I can only hope that Bentley ends this next episode with a semi colon instead of a dot dot dot.... :)

Rebekah said...

Seriously, I kept commenting to my sister about how dry this episode was. And I was so sick of all the Bentley blah blah blah. Pull it together, Ashley! You're losing all the guys! Good news is, next week looks fullll of drama... Can't wait.

Angenette said...

by being an ass and making her cry

heidi and tom said...

this is officially the worst season EVER.

p.s. Ames looks like Perry the Platypus from Phineas and Ferb. And not the secret agent version. Google it. You'll thank me.

Brissa said...

every week you take the thoughts straight from my brain. she NEEDS to let go of bentley. it's starting to get really aggravating. who on EARTH thought fighting would be a good idea? this season is terrrrrrible.

Jackie said...

You really are saying what we're all thinking.... BORING!!!!!!!!!! And have you noticed hardly any kissing at all? Even when someone does kiss her, it seems like there's absolutely no chemistry.

I say they end the season now and we start fresh with JP as the new Bachelor.

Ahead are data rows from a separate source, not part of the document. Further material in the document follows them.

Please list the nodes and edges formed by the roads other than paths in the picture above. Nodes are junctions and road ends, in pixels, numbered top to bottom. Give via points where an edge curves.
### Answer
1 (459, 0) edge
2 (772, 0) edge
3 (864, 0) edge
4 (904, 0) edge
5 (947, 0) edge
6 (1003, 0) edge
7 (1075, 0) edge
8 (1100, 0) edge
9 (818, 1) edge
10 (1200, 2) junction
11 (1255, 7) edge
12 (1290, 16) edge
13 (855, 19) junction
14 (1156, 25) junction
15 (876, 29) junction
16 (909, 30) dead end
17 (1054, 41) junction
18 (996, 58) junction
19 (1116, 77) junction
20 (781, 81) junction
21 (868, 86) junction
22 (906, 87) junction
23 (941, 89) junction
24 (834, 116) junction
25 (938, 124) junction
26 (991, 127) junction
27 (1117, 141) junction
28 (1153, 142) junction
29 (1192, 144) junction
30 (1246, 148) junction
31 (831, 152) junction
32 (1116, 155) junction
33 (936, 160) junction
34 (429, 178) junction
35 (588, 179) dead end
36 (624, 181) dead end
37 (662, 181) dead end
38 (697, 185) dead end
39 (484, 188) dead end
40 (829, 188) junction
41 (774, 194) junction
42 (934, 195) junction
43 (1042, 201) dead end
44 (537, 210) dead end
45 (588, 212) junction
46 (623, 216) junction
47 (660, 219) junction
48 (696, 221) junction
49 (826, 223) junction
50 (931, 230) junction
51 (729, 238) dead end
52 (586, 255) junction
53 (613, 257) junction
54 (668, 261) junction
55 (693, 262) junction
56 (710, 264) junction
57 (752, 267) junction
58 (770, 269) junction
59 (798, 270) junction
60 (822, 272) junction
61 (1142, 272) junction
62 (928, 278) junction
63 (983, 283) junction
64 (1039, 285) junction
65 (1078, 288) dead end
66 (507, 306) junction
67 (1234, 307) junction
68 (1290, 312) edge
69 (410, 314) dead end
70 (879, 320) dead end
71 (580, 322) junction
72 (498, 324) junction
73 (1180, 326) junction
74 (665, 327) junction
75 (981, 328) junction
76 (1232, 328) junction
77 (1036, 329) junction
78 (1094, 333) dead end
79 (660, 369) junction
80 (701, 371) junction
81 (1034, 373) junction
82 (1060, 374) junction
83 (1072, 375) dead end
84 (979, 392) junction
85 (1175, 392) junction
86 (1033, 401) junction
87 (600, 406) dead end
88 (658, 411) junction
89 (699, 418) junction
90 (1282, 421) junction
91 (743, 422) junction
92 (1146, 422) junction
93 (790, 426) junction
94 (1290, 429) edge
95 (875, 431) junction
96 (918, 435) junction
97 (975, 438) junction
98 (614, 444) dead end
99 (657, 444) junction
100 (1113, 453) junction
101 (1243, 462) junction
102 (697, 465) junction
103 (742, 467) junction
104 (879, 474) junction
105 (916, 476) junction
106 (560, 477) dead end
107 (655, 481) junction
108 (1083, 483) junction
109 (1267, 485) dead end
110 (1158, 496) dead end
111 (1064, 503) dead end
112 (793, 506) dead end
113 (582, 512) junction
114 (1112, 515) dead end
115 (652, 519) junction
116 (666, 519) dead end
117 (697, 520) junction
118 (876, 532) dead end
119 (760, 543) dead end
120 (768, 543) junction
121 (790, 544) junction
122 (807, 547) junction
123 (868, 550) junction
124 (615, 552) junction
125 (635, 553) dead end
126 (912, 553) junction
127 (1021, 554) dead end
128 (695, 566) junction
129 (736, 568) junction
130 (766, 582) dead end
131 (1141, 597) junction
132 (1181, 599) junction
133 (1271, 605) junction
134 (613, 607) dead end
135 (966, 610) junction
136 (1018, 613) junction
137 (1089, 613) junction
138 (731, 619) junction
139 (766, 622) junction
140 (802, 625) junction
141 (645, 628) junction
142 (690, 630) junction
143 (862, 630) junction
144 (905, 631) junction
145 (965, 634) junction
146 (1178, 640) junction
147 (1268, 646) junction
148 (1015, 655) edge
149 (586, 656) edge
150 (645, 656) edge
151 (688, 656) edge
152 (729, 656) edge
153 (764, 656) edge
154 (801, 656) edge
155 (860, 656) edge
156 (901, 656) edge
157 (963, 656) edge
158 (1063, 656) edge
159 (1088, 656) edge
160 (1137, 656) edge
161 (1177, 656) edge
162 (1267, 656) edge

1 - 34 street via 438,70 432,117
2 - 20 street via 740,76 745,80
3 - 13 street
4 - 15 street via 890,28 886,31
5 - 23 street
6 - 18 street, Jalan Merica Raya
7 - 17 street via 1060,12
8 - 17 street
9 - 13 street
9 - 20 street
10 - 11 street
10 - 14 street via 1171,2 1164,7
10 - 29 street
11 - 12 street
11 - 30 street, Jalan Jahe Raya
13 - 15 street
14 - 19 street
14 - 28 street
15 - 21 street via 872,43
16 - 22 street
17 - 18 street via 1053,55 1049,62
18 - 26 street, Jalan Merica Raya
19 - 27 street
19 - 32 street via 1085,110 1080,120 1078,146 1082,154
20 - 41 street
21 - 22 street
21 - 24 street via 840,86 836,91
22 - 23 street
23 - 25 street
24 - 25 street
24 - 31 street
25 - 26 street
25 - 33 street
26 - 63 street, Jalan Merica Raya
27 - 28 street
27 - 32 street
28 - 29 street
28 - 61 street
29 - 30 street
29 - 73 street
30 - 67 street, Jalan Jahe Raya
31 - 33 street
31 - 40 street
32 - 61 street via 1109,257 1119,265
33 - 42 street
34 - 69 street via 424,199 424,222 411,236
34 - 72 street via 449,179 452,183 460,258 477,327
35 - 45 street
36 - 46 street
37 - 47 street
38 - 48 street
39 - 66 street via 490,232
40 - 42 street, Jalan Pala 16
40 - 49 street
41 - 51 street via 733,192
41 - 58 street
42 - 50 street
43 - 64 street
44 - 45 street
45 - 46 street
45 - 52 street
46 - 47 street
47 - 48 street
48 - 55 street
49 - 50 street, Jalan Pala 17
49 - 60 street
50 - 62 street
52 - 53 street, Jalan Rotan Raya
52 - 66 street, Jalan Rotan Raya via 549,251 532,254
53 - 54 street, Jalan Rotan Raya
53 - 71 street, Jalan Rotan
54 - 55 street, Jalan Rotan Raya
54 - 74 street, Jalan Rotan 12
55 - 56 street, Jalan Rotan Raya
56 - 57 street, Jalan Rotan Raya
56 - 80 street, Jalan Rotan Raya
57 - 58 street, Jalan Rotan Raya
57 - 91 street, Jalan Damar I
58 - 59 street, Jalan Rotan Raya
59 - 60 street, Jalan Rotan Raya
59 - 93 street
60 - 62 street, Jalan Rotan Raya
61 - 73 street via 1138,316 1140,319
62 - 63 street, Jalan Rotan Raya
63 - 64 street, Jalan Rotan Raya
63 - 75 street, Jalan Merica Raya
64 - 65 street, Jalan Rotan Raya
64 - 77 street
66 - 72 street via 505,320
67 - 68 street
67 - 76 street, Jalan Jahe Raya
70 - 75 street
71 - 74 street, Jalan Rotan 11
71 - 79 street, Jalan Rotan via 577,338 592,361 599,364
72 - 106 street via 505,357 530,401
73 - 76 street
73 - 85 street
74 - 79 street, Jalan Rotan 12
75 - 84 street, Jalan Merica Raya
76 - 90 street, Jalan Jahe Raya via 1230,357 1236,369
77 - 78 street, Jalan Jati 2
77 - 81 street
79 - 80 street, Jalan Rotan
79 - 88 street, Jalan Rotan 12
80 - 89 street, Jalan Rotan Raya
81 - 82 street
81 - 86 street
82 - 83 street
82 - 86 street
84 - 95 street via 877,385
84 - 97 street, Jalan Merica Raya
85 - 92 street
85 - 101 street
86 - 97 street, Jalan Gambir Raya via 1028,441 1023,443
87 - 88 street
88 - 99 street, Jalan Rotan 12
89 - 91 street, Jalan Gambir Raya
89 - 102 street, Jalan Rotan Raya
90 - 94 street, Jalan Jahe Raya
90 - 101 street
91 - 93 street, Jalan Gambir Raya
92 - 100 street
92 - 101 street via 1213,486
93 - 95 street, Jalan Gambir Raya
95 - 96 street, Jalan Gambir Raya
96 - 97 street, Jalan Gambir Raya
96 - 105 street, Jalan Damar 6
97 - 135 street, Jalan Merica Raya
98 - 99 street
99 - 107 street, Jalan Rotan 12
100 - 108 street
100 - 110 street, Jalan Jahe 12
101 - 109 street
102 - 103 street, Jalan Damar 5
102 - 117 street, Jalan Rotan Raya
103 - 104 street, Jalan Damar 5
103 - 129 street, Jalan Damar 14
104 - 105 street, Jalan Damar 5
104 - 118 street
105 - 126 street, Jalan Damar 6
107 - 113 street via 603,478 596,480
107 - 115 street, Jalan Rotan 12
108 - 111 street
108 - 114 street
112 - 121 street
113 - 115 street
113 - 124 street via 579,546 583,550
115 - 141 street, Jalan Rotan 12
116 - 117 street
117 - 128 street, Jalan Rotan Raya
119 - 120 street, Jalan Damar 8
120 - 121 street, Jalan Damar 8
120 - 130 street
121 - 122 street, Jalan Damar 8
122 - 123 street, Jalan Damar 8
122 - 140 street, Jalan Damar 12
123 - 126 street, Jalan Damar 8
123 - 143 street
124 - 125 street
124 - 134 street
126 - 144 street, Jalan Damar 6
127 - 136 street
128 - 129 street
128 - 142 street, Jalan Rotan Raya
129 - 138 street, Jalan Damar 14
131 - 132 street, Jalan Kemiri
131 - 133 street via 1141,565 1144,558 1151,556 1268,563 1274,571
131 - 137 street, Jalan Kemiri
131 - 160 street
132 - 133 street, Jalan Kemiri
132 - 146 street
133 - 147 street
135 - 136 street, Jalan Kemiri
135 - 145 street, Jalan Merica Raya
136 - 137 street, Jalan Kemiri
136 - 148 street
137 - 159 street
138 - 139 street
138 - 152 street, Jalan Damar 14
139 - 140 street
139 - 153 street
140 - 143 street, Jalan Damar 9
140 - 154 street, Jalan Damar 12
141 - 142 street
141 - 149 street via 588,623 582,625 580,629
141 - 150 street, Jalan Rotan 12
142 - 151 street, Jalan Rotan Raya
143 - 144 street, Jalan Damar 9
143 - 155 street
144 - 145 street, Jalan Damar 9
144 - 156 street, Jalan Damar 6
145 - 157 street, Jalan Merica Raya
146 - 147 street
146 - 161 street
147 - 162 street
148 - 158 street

I would definitely tune in for that.

christine said...

Makes me glad I'm not watching this season. Normally there's something that hooks me in the previews, but this time... nothing at all.

Laurie said...

I was watching the episode while painting my walls and I had to keep stopping to make sure it wasn't a rerun. Soooo boring and they just say the same thing over and over.

the mom~ said...

It was so boring I seriously fell asleep and had to rewatch again in the daytime to make sure I didn't snooze off.
I noticed her bowlegs too and the PRO-cess from Ames.

Lauren said...
This comment has been removed by the author.
Lauren said...

You would enjoy the emails my BILs send around after each episode. They are classic.

Michelle said...

Who is Caveman? I can't think who you are calling Caveman

aprilmay said...

Ha Ha! Josh Lucas and the mall rats comment is my favorite EVER! I am all about JP and Ames too. I think Ames sometimes resembles Sloth on Goonies but he is intelligent and adventuresome and SO NICE! And JP just has some kind of hotness about him.
Is it just me or is her hair becoming more mulletlike every episode???I swear her bangs keep getting further back!